Igreja de São Francisco
The beautiful Church of St. Francis dates back to the 18th century and boast some of the most splendid Baroque interior encrusted with a gilded silver veneer, effectively showcasing one of Portugal’s best examples of worked gold. It’s a priceless sightseeing experience with the embellished high altar, the columns and the pillars all perfectly decorated. The north wall boasts the São Francisco's Tree of Jesse, a family tree in gilded and painted wood depicting Christ's genealogy.
Porto’s Cathedral should definitely be including in your sightseeing stops in this city. The cathedral boasts some of the best sweeping views over the old-town streets and the River Douro, but that’s just a taste of what can be expected inside. The 12th century resembles a mighty fortress, but with features like its 13th century rose window and the peaceful Baroque cloisters paneled with sky blue azulejo tiles soften up the shadowy complexion of the cathedral. Make sure you climb up the granite staircase and see the chapterhouse and the magnificent silver retable in the small chapel to the left of the chancel.
Cais da Ribeira
The riverside quarter of Cais da Ribeira consists of an array of narrow, winding streets, zigzagging alleyways; and low-slung, sun-starved arcades. The Ribeira is a true adventure of color and flavor with its terraces of townhouses painted in bright mustard, tangerine and tawny hues. It’s one of the city’s best places to relax thanks to the abundance of restaurants and cafés along the quayside. Check out Praça da Ribeira, the riverfront square for its great vibe once you’re done exploring the medieval relics that loom in the UNESCO World Heritage Site.
Ponte de Dom Luís I
As one of Portugal’s most iconic structures, the Ponte de Dom Luís I bridge in Oporto is an unmissable sight. It spans the River Douro, linking Oporto with Vila Nova de Gaia on the south bank and was built by Gustave Eiffel’s assistant in 1886. For the best views of the bridge, head to the terrace of the Mosteiro da Serra do Pilar, on the south bank.
Arco da Rua Augusta
The Arco da Rua Augusta is one of the best places to see Lisbon’s huge riverfront square, Praça do Comércio, in all its glory. The arch of Arco da Rua Augusta lies at northern edge of the concourse near the southern tip of of Rua Augusta, the city's main pedestrianized thoroughfare.
Avenida dos Aliados
If you’re keen on experiencing Oporto’s vibrant and entertaining side, then take a stroll down this double avenue lined with shops, stores, boutiques, cafés and restaurants. Head to Aliados, Oporto’s grand commercial hub or to the foot of the thoroughfare to visit Praça da Liberdade, or Estação de São Bento.

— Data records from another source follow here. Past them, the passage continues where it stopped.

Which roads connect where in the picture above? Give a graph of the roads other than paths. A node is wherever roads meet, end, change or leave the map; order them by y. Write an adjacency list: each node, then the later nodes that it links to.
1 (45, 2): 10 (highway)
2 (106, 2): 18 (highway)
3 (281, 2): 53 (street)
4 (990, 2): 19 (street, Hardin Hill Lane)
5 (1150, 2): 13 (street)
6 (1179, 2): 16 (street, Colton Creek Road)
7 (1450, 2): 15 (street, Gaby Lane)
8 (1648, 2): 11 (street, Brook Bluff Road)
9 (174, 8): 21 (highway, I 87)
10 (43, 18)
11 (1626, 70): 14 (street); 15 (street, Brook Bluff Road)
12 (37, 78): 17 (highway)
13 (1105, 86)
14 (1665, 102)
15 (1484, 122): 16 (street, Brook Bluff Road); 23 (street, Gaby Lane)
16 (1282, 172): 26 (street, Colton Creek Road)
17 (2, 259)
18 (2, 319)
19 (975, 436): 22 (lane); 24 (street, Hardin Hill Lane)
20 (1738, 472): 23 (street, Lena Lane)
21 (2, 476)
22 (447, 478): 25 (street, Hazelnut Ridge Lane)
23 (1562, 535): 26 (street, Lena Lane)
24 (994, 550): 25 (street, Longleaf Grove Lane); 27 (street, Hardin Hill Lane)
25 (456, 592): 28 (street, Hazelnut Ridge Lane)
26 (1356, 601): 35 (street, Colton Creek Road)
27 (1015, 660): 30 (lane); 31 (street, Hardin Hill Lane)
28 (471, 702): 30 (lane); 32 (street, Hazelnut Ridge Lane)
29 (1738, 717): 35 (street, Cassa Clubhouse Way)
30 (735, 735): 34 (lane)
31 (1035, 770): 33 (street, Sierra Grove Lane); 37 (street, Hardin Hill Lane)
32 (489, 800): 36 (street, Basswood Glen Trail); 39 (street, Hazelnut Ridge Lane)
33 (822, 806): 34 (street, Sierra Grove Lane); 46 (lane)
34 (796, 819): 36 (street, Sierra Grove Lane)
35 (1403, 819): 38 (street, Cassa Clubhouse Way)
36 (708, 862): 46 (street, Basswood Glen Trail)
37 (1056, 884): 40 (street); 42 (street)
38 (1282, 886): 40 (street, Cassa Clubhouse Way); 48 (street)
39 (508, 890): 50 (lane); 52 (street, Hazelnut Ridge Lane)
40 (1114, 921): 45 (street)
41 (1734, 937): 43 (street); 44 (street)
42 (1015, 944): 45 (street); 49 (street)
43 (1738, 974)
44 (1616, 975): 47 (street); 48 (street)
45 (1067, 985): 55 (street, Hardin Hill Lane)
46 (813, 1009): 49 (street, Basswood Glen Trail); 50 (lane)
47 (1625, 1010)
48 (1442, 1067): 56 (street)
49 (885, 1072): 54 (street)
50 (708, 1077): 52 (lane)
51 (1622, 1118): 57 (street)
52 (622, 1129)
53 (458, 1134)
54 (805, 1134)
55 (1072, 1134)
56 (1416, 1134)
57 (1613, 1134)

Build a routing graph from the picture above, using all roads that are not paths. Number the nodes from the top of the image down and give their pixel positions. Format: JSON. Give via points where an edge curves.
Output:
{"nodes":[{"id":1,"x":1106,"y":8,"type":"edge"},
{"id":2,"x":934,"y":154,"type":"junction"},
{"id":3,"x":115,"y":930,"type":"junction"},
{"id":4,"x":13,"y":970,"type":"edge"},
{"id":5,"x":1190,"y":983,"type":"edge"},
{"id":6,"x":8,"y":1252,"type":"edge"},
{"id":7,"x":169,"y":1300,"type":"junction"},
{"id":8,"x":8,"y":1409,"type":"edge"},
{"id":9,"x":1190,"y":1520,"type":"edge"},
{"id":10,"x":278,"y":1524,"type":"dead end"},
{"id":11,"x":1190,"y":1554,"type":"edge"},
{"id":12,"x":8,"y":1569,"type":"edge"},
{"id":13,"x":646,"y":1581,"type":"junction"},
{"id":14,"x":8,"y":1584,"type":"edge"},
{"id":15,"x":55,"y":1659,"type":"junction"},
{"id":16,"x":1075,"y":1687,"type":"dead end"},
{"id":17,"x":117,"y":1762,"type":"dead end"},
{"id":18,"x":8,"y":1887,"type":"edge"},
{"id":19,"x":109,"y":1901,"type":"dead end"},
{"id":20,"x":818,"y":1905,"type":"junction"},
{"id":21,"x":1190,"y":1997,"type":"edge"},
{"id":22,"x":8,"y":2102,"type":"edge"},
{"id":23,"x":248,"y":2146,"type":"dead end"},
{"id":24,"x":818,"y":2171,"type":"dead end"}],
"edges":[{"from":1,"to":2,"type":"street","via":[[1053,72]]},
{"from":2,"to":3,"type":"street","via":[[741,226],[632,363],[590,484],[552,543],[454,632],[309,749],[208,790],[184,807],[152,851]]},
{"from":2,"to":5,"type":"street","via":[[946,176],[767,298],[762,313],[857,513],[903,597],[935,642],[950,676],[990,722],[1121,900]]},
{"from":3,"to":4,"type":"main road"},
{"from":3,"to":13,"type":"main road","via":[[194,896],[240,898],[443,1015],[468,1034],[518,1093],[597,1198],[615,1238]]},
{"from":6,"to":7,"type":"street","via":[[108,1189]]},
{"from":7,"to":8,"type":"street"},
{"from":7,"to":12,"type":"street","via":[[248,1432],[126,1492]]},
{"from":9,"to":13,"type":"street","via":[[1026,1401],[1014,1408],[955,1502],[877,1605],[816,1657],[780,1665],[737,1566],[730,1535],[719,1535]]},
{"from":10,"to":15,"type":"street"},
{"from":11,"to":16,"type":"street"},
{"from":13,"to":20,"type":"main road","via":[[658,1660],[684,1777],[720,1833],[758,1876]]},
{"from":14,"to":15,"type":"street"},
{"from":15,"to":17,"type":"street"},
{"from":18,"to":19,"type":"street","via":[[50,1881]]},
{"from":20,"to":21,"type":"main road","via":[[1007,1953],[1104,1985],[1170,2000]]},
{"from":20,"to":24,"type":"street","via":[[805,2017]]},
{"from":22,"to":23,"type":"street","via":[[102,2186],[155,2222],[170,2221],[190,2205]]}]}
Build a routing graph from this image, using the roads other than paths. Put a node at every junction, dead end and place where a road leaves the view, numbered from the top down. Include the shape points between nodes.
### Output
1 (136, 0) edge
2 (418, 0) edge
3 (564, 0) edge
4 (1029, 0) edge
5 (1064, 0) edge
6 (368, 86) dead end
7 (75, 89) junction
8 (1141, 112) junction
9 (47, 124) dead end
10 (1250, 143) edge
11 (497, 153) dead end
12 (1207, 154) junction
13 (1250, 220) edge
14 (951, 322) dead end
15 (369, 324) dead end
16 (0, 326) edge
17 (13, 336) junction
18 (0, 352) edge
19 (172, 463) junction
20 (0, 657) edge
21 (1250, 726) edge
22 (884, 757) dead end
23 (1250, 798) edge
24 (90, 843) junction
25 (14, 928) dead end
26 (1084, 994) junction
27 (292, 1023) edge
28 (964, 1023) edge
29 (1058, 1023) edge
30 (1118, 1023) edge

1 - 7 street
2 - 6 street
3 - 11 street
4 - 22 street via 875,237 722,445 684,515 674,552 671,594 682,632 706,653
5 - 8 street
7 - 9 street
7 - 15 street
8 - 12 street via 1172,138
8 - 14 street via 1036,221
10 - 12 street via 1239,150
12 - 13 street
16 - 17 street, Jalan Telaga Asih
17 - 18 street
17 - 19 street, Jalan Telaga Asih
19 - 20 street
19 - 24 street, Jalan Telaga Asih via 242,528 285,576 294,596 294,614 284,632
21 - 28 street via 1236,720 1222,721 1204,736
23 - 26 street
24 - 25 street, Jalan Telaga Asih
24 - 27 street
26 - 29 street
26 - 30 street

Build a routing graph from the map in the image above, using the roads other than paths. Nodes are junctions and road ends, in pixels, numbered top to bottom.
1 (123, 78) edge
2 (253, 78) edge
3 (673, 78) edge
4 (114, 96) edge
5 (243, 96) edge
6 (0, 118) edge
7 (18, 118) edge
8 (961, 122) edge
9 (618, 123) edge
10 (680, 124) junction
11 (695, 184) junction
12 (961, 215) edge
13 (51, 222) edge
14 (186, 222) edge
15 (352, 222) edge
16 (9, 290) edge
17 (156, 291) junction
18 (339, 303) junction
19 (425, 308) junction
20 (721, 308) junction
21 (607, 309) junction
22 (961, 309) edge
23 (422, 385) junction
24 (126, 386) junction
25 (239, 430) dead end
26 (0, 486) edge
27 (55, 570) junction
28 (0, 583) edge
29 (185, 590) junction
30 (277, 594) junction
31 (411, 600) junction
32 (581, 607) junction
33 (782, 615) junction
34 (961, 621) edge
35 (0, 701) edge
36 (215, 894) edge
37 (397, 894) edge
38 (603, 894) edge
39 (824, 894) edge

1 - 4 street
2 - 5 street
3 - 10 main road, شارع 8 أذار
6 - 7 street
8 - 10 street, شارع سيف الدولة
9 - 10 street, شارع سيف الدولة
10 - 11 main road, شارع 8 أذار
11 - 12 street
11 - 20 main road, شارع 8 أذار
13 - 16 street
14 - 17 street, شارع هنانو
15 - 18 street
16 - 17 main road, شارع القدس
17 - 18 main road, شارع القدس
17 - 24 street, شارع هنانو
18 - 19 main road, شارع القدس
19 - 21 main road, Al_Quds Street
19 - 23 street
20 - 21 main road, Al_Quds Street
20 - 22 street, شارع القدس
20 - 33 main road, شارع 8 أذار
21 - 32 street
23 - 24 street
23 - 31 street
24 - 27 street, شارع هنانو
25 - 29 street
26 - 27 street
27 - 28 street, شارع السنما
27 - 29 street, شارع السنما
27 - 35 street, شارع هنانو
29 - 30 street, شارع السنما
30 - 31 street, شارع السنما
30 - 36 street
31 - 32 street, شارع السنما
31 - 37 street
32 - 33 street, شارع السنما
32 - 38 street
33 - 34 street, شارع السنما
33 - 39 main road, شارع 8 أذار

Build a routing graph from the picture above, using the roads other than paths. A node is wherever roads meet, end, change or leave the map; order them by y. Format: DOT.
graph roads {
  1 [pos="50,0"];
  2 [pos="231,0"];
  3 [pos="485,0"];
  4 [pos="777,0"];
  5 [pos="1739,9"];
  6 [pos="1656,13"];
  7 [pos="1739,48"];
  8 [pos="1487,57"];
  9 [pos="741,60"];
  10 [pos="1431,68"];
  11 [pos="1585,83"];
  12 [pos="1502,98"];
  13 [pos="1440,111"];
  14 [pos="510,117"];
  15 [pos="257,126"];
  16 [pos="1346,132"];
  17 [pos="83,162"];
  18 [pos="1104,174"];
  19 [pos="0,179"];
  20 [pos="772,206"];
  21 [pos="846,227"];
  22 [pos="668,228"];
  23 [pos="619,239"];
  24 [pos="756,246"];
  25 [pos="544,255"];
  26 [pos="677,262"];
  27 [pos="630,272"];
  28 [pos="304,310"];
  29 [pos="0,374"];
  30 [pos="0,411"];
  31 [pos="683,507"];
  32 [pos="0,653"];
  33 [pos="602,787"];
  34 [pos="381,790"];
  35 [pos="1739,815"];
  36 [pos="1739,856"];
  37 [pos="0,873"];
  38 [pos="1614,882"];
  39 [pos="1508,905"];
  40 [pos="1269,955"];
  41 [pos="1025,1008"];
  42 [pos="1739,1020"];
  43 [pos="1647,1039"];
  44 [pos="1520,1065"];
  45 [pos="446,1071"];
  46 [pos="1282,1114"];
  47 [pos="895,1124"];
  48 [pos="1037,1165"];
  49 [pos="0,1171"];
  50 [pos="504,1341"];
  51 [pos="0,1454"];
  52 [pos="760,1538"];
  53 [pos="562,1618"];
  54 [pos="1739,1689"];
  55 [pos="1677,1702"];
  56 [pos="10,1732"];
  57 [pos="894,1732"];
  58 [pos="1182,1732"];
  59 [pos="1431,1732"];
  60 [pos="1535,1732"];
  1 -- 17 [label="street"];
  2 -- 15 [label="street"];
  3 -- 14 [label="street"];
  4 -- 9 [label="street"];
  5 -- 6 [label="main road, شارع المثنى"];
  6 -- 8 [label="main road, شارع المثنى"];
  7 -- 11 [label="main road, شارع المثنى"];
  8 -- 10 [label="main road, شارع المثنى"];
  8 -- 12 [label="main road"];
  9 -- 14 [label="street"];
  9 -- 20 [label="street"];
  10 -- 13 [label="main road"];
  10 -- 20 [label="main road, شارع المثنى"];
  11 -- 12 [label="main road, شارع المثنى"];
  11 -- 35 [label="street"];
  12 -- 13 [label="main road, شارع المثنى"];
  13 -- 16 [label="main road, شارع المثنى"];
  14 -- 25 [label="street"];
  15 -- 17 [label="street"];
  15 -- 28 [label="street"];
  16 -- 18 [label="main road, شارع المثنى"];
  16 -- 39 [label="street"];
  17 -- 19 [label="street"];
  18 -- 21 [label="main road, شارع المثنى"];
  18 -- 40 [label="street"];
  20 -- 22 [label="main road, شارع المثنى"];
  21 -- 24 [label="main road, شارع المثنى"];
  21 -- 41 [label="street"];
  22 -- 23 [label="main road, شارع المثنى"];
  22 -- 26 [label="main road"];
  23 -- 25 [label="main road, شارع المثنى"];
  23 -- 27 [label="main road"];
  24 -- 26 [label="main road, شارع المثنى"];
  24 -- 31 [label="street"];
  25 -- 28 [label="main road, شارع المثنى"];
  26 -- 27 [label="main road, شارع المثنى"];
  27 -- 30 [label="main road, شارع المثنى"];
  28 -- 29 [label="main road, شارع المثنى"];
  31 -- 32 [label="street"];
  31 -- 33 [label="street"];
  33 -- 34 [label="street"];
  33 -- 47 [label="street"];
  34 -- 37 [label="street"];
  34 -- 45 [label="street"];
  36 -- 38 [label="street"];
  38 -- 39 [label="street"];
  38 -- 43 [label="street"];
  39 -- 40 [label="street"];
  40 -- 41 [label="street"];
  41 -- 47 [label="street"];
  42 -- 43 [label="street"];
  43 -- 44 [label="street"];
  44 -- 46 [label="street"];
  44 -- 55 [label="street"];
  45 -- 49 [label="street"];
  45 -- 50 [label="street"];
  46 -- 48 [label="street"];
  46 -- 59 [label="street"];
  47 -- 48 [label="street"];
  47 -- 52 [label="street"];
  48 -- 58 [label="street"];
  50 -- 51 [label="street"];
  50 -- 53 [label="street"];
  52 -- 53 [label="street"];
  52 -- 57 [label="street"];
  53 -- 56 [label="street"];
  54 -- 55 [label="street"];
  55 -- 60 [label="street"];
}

Yes, a coffeehouse really counts as an attraction, and once you see it for yourself, you’ll know exactly why. Café Majestic boasts some of the most splendid stonework and a distinctive Art Nouveau façade on its exterior. Inside you’ll find that a vintage 1920’s atmosphere lingers in the air with the carved wood chairs and marble-topped tables that lend a majestic and bohemian ambiance to the salon. As one of Oporto’s most celebrated cafés, it’s also one of Europe’s most historical. Famed for its cakes and pastries, the café also specializes in conjuring up all sorts of delicate dishes made to order. J.K. Rowling worked on the draft of her first book Harry Potter and the Philosopher's Stone while sipping coffee at a table near the entrance, if that hasn’t got you convinced, we don’t know what will.